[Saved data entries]
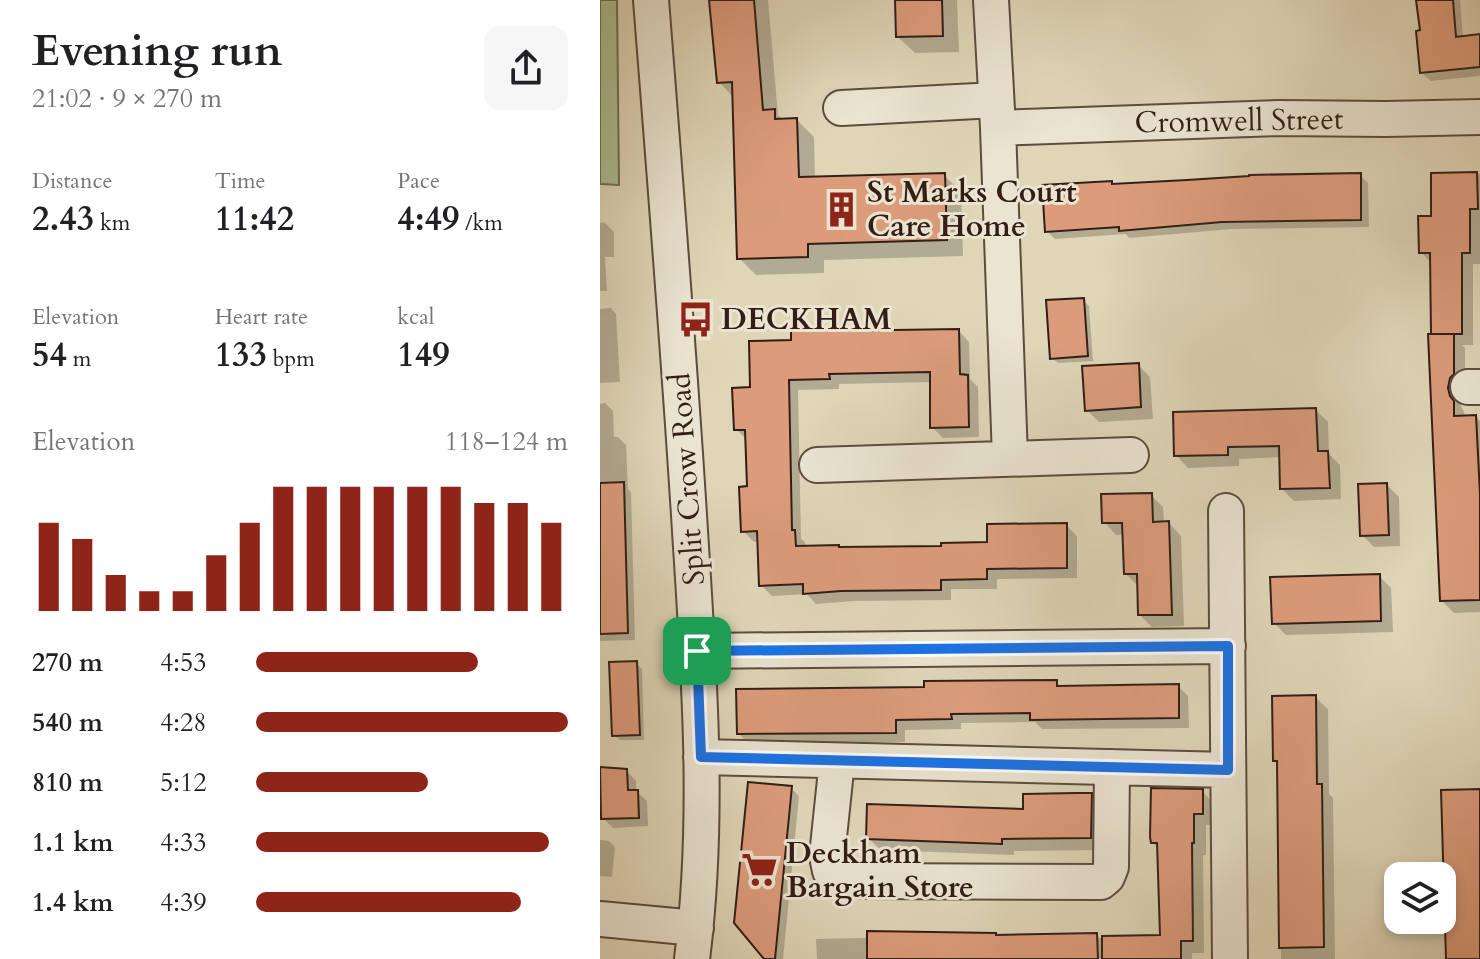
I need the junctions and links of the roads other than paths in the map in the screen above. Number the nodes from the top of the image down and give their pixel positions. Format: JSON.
{"nodes":[{"id":1,"x":651,"y":0,"type":"edge"},
{"id":2,"x":991,"y":0,"type":"edge"},
{"id":3,"x":841,"y":108,"type":"dead end"},
{"id":4,"x":997,"y":114,"type":"junction"},
{"id":5,"x":1480,"y":117,"type":"edge"},
{"id":6,"x":1131,"y":455,"type":"dead end"},
{"id":7,"x":1010,"y":458,"type":"junction"},
{"id":8,"x":817,"y":465,"type":"dead end"},
{"id":9,"x":1226,"y":511,"type":"dead end"},
{"id":10,"x":1228,"y":646,"type":"junction"},
{"id":11,"x":697,"y":651,"type":"junction"},
{"id":12,"x":701,"y":757,"type":"junction"},
{"id":13,"x":837,"y":761,"type":"junction"},
{"id":14,"x":1112,"y":767,"type":"junction"},
{"id":15,"x":1228,"y":770,"type":"junction"},
{"id":16,"x":600,"y":919,"type":"edge"},
{"id":17,"x":694,"y":944,"type":"edge"},
{"id":18,"x":1230,"y":959,"type":"edge"}],
"edges":[{"from":1,"to":11,"type":"street","name":"Split Crow Road"},
{"from":2,"to":4,"type":"street"},
{"from":3,"to":4,"type":"street","name":"Cromwell Street"},
{"from":4,"to":5,"type":"street","name":"Cromwell Street"},
{"from":4,"to":7,"type":"street"},
{"from":6,"to":7,"type":"street"},
{"from":7,"to":8,"type":"street"},
{"from":9,"to":10,"type":"street"},
{"from":10,"to":11,"type":"street"},
{"from":10,"to":15,"type":"street"},
{"from":11,"to":12,"type":"street","name":"Split Crow Road"},
{"from":12,"to":13,"type":"street"},
{"from":12,"to":17,"type":"street","name":"Split Crow Road"},
{"from":13,"to":14,"type":"street"},
{"from":13,"to":14,"type":"street"},
{"from":14,"to":15,"type":"street"},
{"from":15,"to":18,"type":"street"},
{"from":16,"to":17,"type":"street"}]}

■ **Task prompt**: Lines with the string "name": say how many appear in the entries above, giving the number alone.

■ **Solution to this task**: 5